Gli studi contemporanei hanno esplorato 38 arche, di cui 8 vuote, e una con deposizione doppia; sono stati identificati con sicurezza 18 corpi; su 27 casi le deposizioni erano ancora intatte e 15 avevano subito un processo di imbalsamazione (prof. Gino Fornaciari)
Siamo anche venuti a conoscenza delle malattie che questi corpi avevano patito in vita: Isabella d’Aragona, probabilmente morta di sifilide (visto lo stato molto alterato dei denti e il processo di avvelenamento da mercurio, allora considerato rimedio), vaiolo, artrosi gravi, tumori e polmoniti.

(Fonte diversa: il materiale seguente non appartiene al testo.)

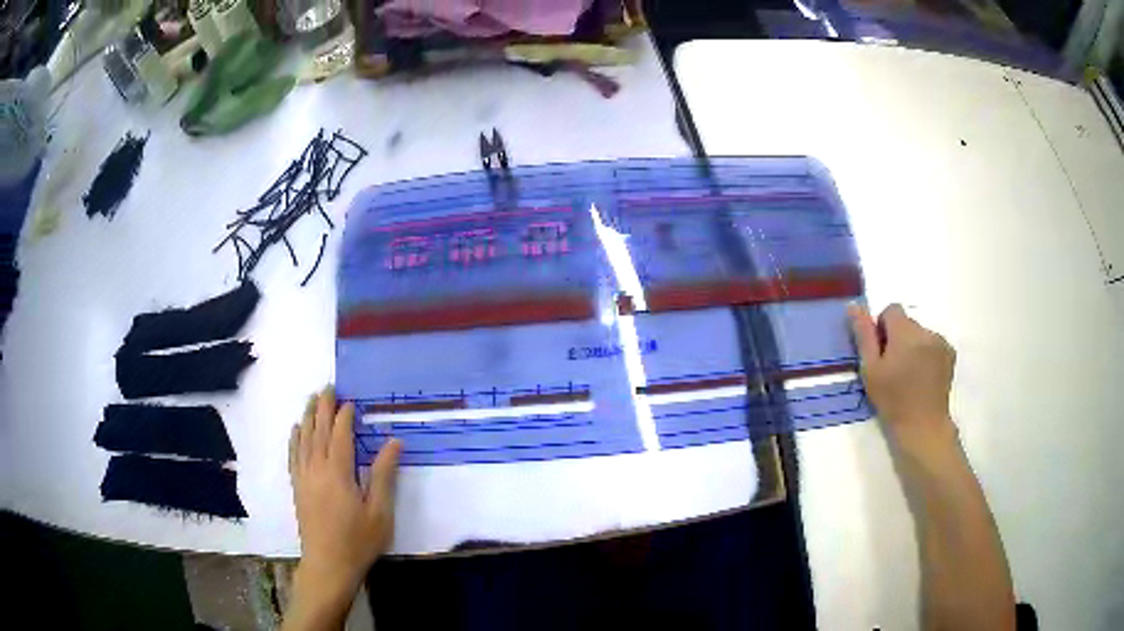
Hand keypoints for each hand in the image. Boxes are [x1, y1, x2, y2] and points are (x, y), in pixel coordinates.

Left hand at [288, 387, 402, 602]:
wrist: (328, 565)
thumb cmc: (358, 540)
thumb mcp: (380, 512)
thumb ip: (384, 475)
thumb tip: (393, 442)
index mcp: (338, 473)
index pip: (340, 435)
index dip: (344, 416)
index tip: (350, 401)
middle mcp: (316, 469)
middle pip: (318, 431)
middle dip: (323, 407)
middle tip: (327, 387)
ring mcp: (303, 478)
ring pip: (303, 440)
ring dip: (308, 417)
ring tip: (311, 399)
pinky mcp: (297, 488)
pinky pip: (293, 456)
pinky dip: (295, 439)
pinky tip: (296, 431)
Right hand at [848, 303, 957, 451]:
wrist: (923, 426)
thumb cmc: (893, 400)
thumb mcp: (871, 370)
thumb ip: (864, 335)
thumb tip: (854, 305)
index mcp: (905, 332)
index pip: (891, 310)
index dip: (883, 328)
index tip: (881, 352)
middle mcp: (926, 330)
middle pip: (907, 322)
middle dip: (898, 338)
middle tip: (892, 368)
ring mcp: (941, 342)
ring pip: (920, 333)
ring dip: (913, 346)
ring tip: (909, 374)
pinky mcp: (950, 354)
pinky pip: (933, 343)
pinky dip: (927, 353)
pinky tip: (923, 376)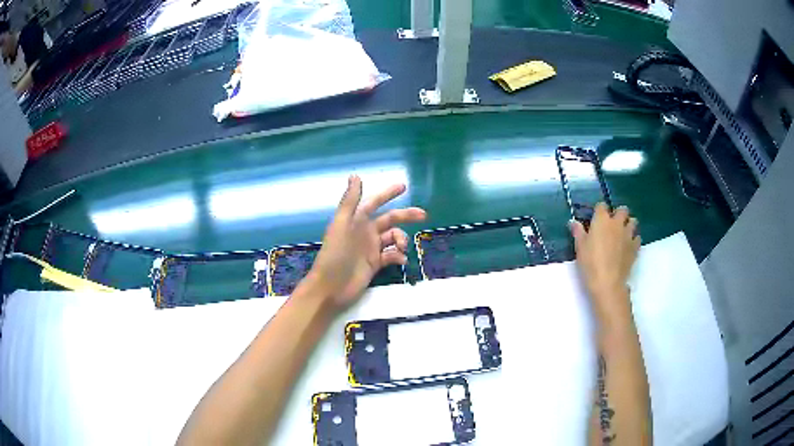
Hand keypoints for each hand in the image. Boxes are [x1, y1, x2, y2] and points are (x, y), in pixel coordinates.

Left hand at [306, 175, 425, 309]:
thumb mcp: (342, 224)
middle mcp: (365, 232)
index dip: (387, 194)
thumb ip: (350, 201)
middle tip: (423, 215)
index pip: (374, 202)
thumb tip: (355, 175)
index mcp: (356, 220)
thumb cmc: (335, 254)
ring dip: (401, 239)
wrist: (331, 287)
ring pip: (393, 238)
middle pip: (389, 220)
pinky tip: (399, 260)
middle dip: (406, 216)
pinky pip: (391, 256)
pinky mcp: (375, 264)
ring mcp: (370, 249)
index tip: (403, 186)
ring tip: (401, 248)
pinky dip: (398, 256)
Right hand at [570, 203, 639, 319]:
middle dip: (618, 214)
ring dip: (628, 224)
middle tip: (611, 225)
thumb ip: (578, 232)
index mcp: (602, 220)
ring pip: (633, 222)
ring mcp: (628, 235)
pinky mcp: (635, 247)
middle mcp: (617, 223)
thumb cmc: (590, 263)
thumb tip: (573, 222)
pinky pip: (637, 237)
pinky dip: (633, 239)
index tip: (595, 219)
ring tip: (622, 234)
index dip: (599, 211)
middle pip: (622, 210)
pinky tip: (627, 246)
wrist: (608, 282)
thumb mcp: (580, 248)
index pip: (601, 206)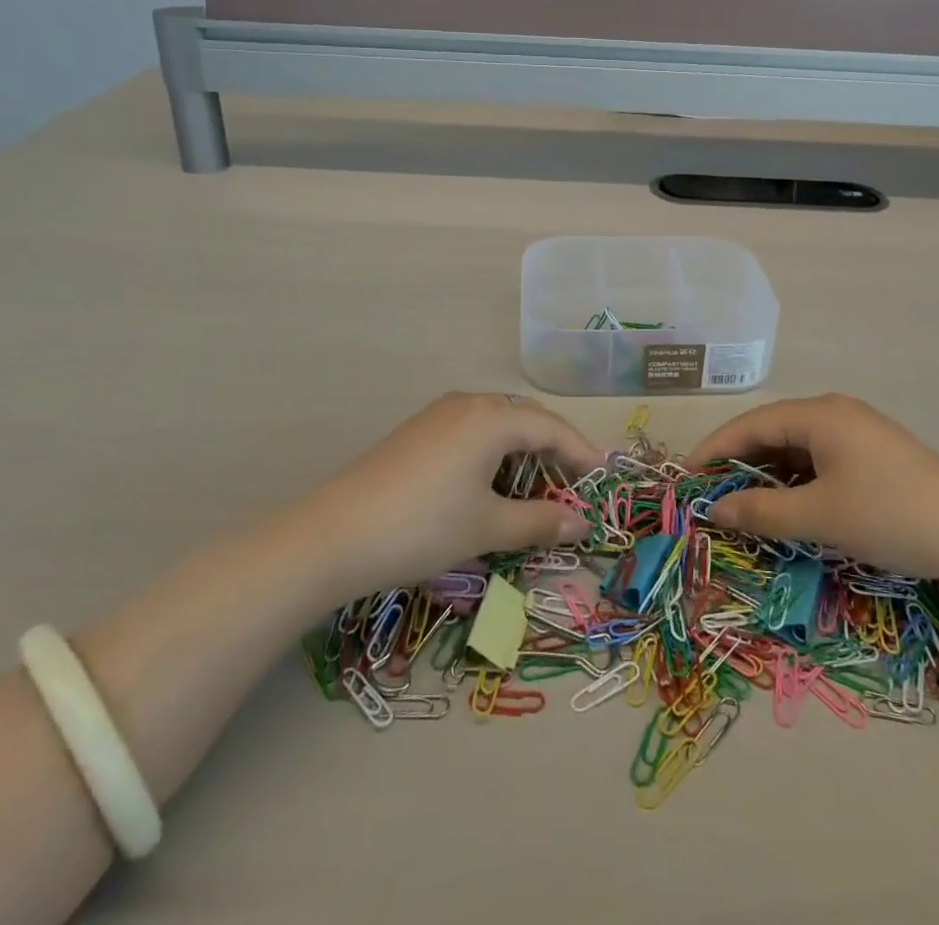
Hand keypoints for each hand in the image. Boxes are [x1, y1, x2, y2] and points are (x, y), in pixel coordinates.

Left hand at [304, 392, 602, 603]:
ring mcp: (439, 414)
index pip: (552, 428)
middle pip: (526, 418)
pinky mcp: (418, 432)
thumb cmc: (424, 526)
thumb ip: (540, 521)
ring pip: (497, 423)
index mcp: (492, 417)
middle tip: (574, 482)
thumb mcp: (488, 527)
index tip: (604, 478)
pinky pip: (472, 431)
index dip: (582, 453)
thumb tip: (583, 524)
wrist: (334, 535)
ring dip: (523, 450)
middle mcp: (468, 403)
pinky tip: (490, 483)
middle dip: (554, 448)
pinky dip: (494, 452)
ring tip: (536, 486)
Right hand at [687, 394, 938, 589]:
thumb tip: (713, 509)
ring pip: (794, 448)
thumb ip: (761, 511)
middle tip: (707, 493)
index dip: (713, 450)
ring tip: (739, 503)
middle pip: (770, 431)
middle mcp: (833, 412)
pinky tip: (785, 504)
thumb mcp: (820, 517)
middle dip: (736, 463)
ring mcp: (855, 432)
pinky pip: (817, 459)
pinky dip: (794, 480)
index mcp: (818, 414)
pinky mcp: (871, 454)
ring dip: (765, 474)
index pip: (750, 425)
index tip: (683, 477)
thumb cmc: (891, 516)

Una cosa è certa: i Domenicani accolsero e probabilmente coadiuvarono i processi di mummificazione dei corpi, del resto è testimoniato come cantarelle o scolatoi, siano presenti anche sotto la Sagrestia della basilica domenicana; da esperti sapienti nell’arte delle Spezierie (famose sono quelle di San Domenico e della chiesa del Monacone alla Sanità), essi in più momenti della storia di Napoli, aiutarono tutti quelli che poterono permettersi costosi trattamenti, per la conservazione dei corpi.
Se la pratica a Santa Maria della Sanità è accertata con la presenza degli scolatoi agli inizi del ‘600 e la macabra usanza di ricostituire il corpo con la pittura e il cranio del defunto infisso nel muro, a San Domenico Maggiore la preoccupazione per la conservazione delle spoglie mortali illustri, era presente da almeno un secolo e mezzo.
I Domenicani furono certamente tra gli ordini più attivi e occupati in tal senso: il clima favorevole, il sottosuolo di tufo facilmente escavabile, aiutarono tecnicamente l’attività lucrosa di trattare i cadaveri. Oltre alle sepolture dei Cappuccini di Vienna, che restano comunque successive, Napoli vanta la conservazione del cuore di tre sovrani (Carlo II, Alfonso e Ferrante), spariti nei loro reliquiari nel decennio francese.
Certo, per Alfonso e Ferrante possiamo credere che il cuore fosse estratto durante l’imbalsamazione e dunque conservato; resta leggenda, forse, quella di Carlo II.
Occorrerebbe ancora studiare, per pervenire a dati certi: da Benedetto Croce alle analisi paleopatoligiche, c’è ancora molto da fare per uno dei luoghi più suggestivi al mondo.